How to Hire for Motivation
Interviewers assume a prepared, affable, assertive and extroverted person is highly motivated, and those who aren’t, aren’t. They’re wrong.
Early in my recruiting experience I placed a highly motivated and experienced candidate for a logistics position. He made a great first impression and was confident, affable and articulate. He had all the boxes checked, too. Unfortunately, he turned out to be the worst placement I ever made – he was more confident than competent. He started changing things before he knew what to change. He was fired a week after starting and I lost a big fee. However, I learned a number of lessons from this situation that I never repeated:
- Interviewing personality has nothing to do with motivation.
- Box-checking skills has nothing to do with competency or motivation.
- Never hire anyone who is more motivated than competent. These are the people who change the wrong things too fast
Yet every competency model in the world starts with driven to excel, results-driven or highly motivated. And every hiring manager wants to hire motivated people. These are people who don’t need a lot of direction and get things done, on time and on budget.
Interviewers assume a prepared, affable, assertive and extroverted person is highly motivated, and those who aren’t, aren’t. However, they’re wrong.
Ten years after the incident described above, I placed a VP Finance at a well-known fast food restaurant chain on the west coast. The CEO wanted a highly motivated person who wouldn’t change things for at least six months. The person hired was low key. For six months he built relationships and learned everything he could about the company. Then in the course of one year he led the rebuilding of the company’s entire accounting and financial reporting systems, setting the stage for the company to grow at a rate of 30-50 percent over the next five years.

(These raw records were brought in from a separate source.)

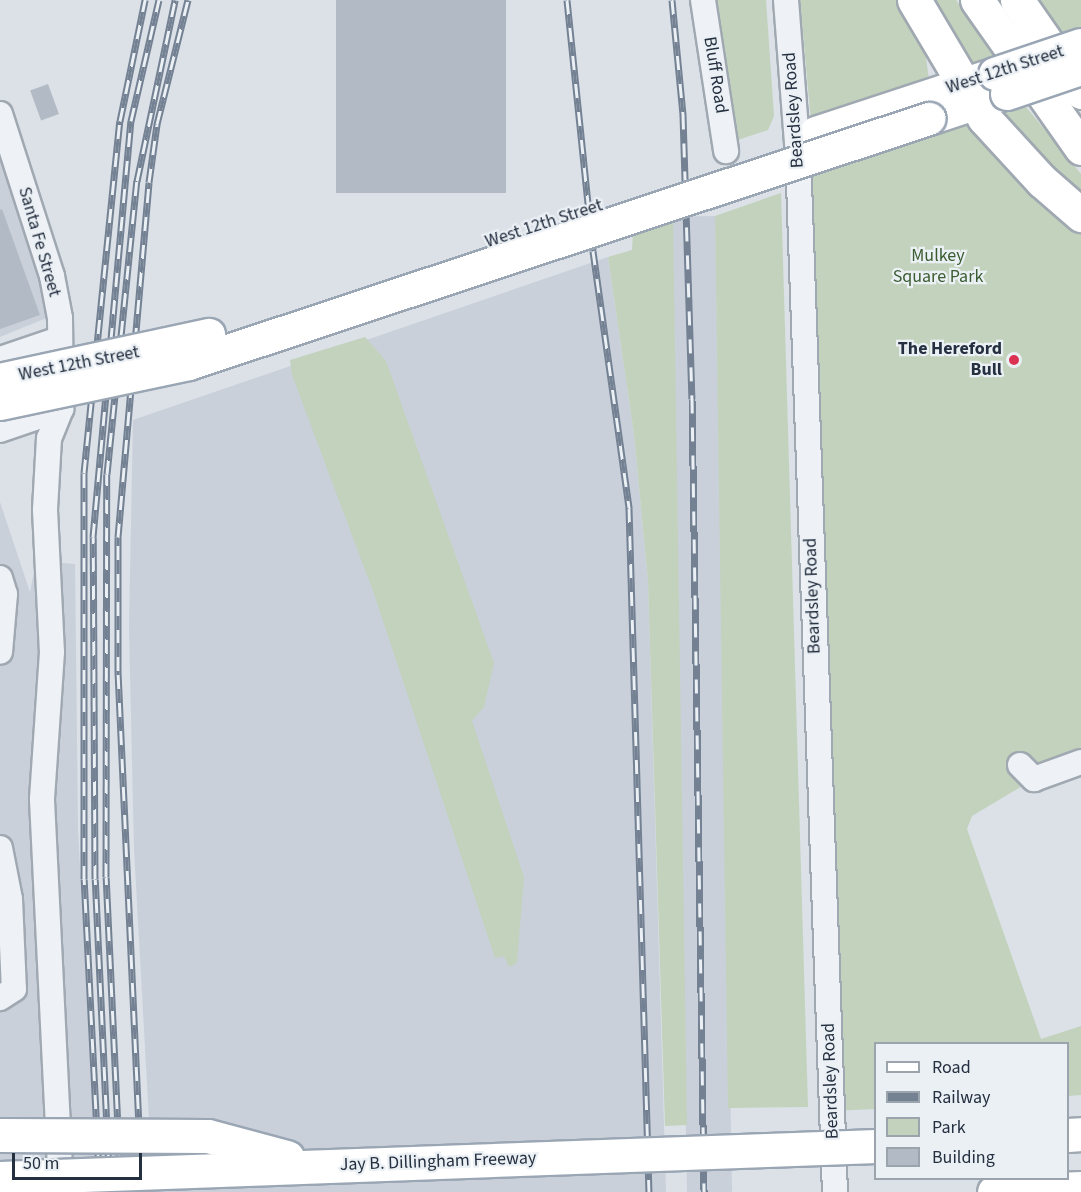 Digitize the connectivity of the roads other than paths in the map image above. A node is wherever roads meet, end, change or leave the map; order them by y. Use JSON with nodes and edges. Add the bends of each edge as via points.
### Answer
{"nodes":[{"id":1,"x":703,"y":0,"type":"edge"},
{"id":2,"x":786,"y":0,"type":"edge"},
{"id":3,"x":914,"y":0,"type":"edge"},
{"id":4,"x":977,"y":0,"type":"edge"},
{"id":5,"x":1017,"y":0,"type":"edge"},
{"id":6,"x":1081,"y":45,"type":"edge"},
{"id":7,"x":1081,"y":69,"type":"edge"},
{"id":8,"x":1001,"y":84,"type":"junction"},
{"id":9,"x":1081,"y":92,"type":"edge"},
{"id":10,"x":968,"y":94,"type":"junction"},
{"id":11,"x":926,"y":109,"type":"junction"},
{"id":12,"x":0,"y":114,"type":"edge"},
{"id":13,"x":1081,"y":148,"type":"edge"},
{"id":14,"x":726,"y":151,"type":"dead end"},
{"id":15,"x":1081,"y":215,"type":"edge"},
{"id":16,"x":56,"y":340,"type":"junction"},
{"id":17,"x":0,"y":359,"type":"edge"},
{"id":18,"x":0,"y":380,"type":"edge"},
{"id":19,"x":0,"y":404,"type":"edge"},
{"id":20,"x":61,"y":409,"type":"junction"},
{"id":21,"x":0,"y":430,"type":"edge"},
{"id":22,"x":0,"y":578,"type":"edge"},
{"id":23,"x":0,"y":652,"type":"edge"},
{"id":24,"x":1081,"y":762,"type":"edge"},
{"id":25,"x":1020,"y":765,"type":"dead end"},
{"id":26,"x":0,"y":848,"type":"edge"},
{"id":27,"x":0,"y":998,"type":"edge"},
{"id":28,"x":0,"y":1136,"type":"edge"},
{"id":29,"x":874,"y":1146,"type":"edge"},
{"id":30,"x":320,"y":1166,"type":"junction"},
{"id":31,"x":0,"y":1178,"type":"edge"},
{"id":32,"x":1081,"y":1188,"type":"edge"},
{"id":33,"x":61,"y":1192,"type":"edge"},
{"id":34,"x":835,"y":1192,"type":"edge"},
{"id":35,"x":994,"y":1192,"type":"edge"}],
"edges":[{"from":1,"to":14,"type":"street","name":"Bluff Road"},
{"from":2,"to":34,"type":"street","name":"Beardsley Road","via":[[798,155]]},
{"from":3,"to":10,"type":"highway"},
{"from":4,"to":13,"type":"highway"},
{"from":5,"to":9,"type":"highway"},
{"from":6,"to":8,"type":"main road","name":"West 12th Street","bridge":true},
{"from":7,"to":8,"type":"main road","name":"West 12th Street","bridge":true},
{"from":8,"to":10,"type":"main road","name":"West 12th Street"},
{"from":10,"to":11,"type":"main road","name":"West 12th Street"},
{"from":10,"to":15,"type":"highway","via":[[1021,160]]},
{"from":11,"to":18,"type":"main road","name":"West 12th Street","bridge":true,"via":[[212,334]]},
{"from":11,"to":19,"type":"main road","name":"West 12th Street","bridge":true,"via":[[189,364]]},
{"from":12,"to":16,"type":"street","name":"Santa Fe Street","via":[[52,276],[60,318]]},
{"from":16,"to":17,"type":"street","name":"West 12th Street"},
{"from":16,"to":20,"type":"street","name":"Santa Fe Street"},
{"from":20,"to":21,"type":"street"},
{"from":20,"to":33,"type":"street","via":[[49,438],[45,510],[52,652],[42,800]]},
{"from":22,"to":23,"type":"street","via":[[5,602]]},
{"from":24,"to":25,"type":"street","via":[[1035,778]]},
{"from":26,"to":27,"type":"street","via":[[9,899],[14,989]]},
{"from":28,"to":30,"type":"highway","bridge":true,"via":[[208,1136]]},
{"from":29,"to":30,"type":"highway","name":"Jay B. Dillingham Freeway","bridge":true},
{"from":30,"to":31,"type":"highway","name":"Jay B. Dillingham Freeway","bridge":true},
{"from":32,"to":35,"type":"highway"}]} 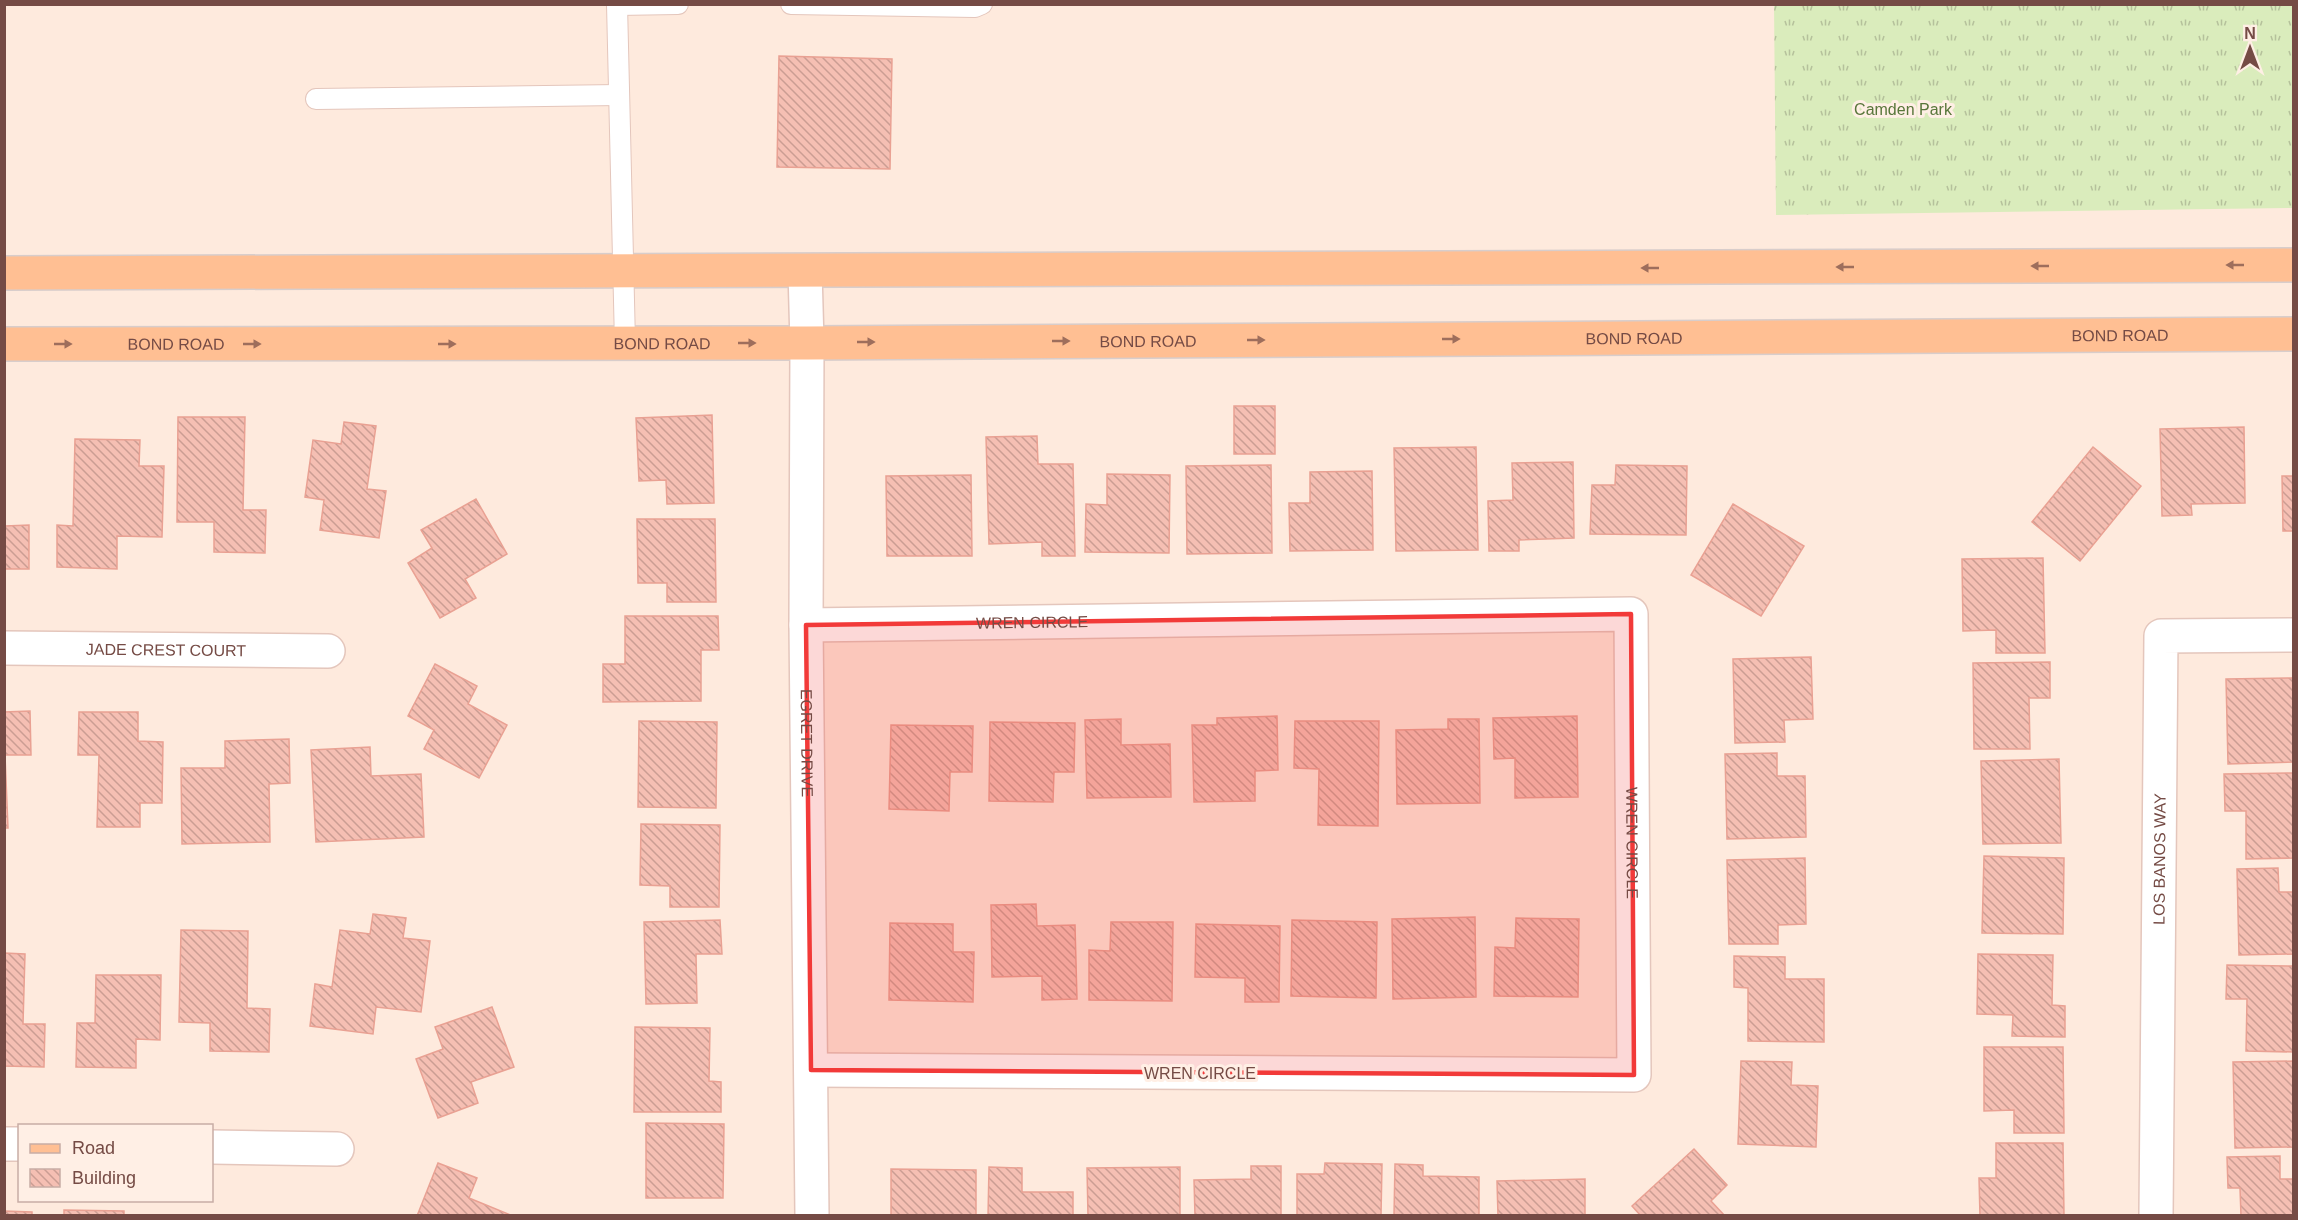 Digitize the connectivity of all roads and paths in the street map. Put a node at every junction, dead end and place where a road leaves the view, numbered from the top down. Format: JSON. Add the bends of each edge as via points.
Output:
{"nodes":[{"id":1,"x":678,"y":4,"type":"edge"},
{"id":2,"x":791,"y":4,"type":"edge"},
{"id":3,"x":982,"y":4,"type":"edge"},
{"id":4,"x":617,"y":5,"type":"edge"},
{"id":5,"x":619,"y":95,"type":"junction"},
{"id":6,"x":316,"y":99,"type":"dead end"},
{"id":7,"x":2294,"y":265,"type":"edge"},
{"id":8,"x":623,"y":271,"type":"junction"},
{"id":9,"x":805,"y":271,"type":"junction"},
{"id":10,"x":4,"y":273,"type":"edge"},
{"id":11,"x":2294,"y":334,"type":"edge"},
{"id":12,"x":625,"y":343,"type":"junction"},
{"id":13,"x":807,"y":343,"type":"junction"},
{"id":14,"x":4,"y":344,"type":"edge"},
{"id":15,"x":806,"y":625,"type":"junction"},
{"id":16,"x":2294,"y":635,"type":"edge"},
{"id":17,"x":4,"y":648,"type":"edge"},
{"id":18,"x":328,"y":651,"type":"dead end"},
{"id":19,"x":811,"y":1070,"type":"junction"},
{"id":20,"x":213,"y":1147,"type":"edge"},
{"id":21,"x":337,"y":1149,"type":"dead end"},
{"id":22,"x":812,"y":1215,"type":"edge"},
{"id":23,"x":2157,"y":1215,"type":"edge"}],
"edges":[{"from":1,"to":4,"type":"lane"},
{"from":2,"to":3,"type":"lane"},
{"from":4,"to":5,"type":"lane"},
{"from":5,"to":6,"type":"lane"},
{"from":5,"to":8,"type":"lane"},
{"from":7,"to":9,"type":"main road","one_way":true},
{"from":8,"to":9,"type":"main road"},
{"from":8,"to":10,"type":"main road"},
{"from":8,"to":12,"type":"lane"},
{"from":9,"to":13,"type":"street","name":"EGRET DRIVE"},
{"from":13,"to":11,"type":"main road","name":"BOND ROAD","one_way":true},
{"from":12,"to":13,"type":"main road","name":"BOND ROAD","one_way":true},
{"from":14,"to":12,"type":"main road","name":"BOND ROAD","one_way":true},
{"from":13,"to":15,"type":"street","name":"EGRET DRIVE"},
{"from":15,"to":19,"type":"street","name":"EGRET DRIVE"},
{"from":15,"to":19,"type":"street","name":"WREN CIRCLE","via":[[1631,614],[1634,1076]]},
{"from":16,"to":23,"type":"street","name":"LOS BANOS WAY","via":[[2161,636]]},
{"from":17,"to":18,"type":"street","name":"JADE CREST COURT"},
{"from":19,"to":22,"type":"street","name":"EGRET DRIVE"},
{"from":20,"to":21,"type":"street"}]}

Interestingly, the person hired had no industry experience although he was a CPA and had been the No. 1 financial person at a similarly-sized multi-unit company. Unless you dug into the person’s past performance you never would have discovered the person was driven to excel, results-driven and highly motivated. During my 90-minute interview, I asked how he implemented financial reporting systems at his then current and prior company. When he described this work you could observe his drive, energy, organizational skills and motivation emerge. I also asked how he hired and developed his staff and he named names and how he helped each person become a better person. In fact, he was referred to me by someone who wanted to work for him again. Yet, none of this was apparent in the first 30 minutes of the interview.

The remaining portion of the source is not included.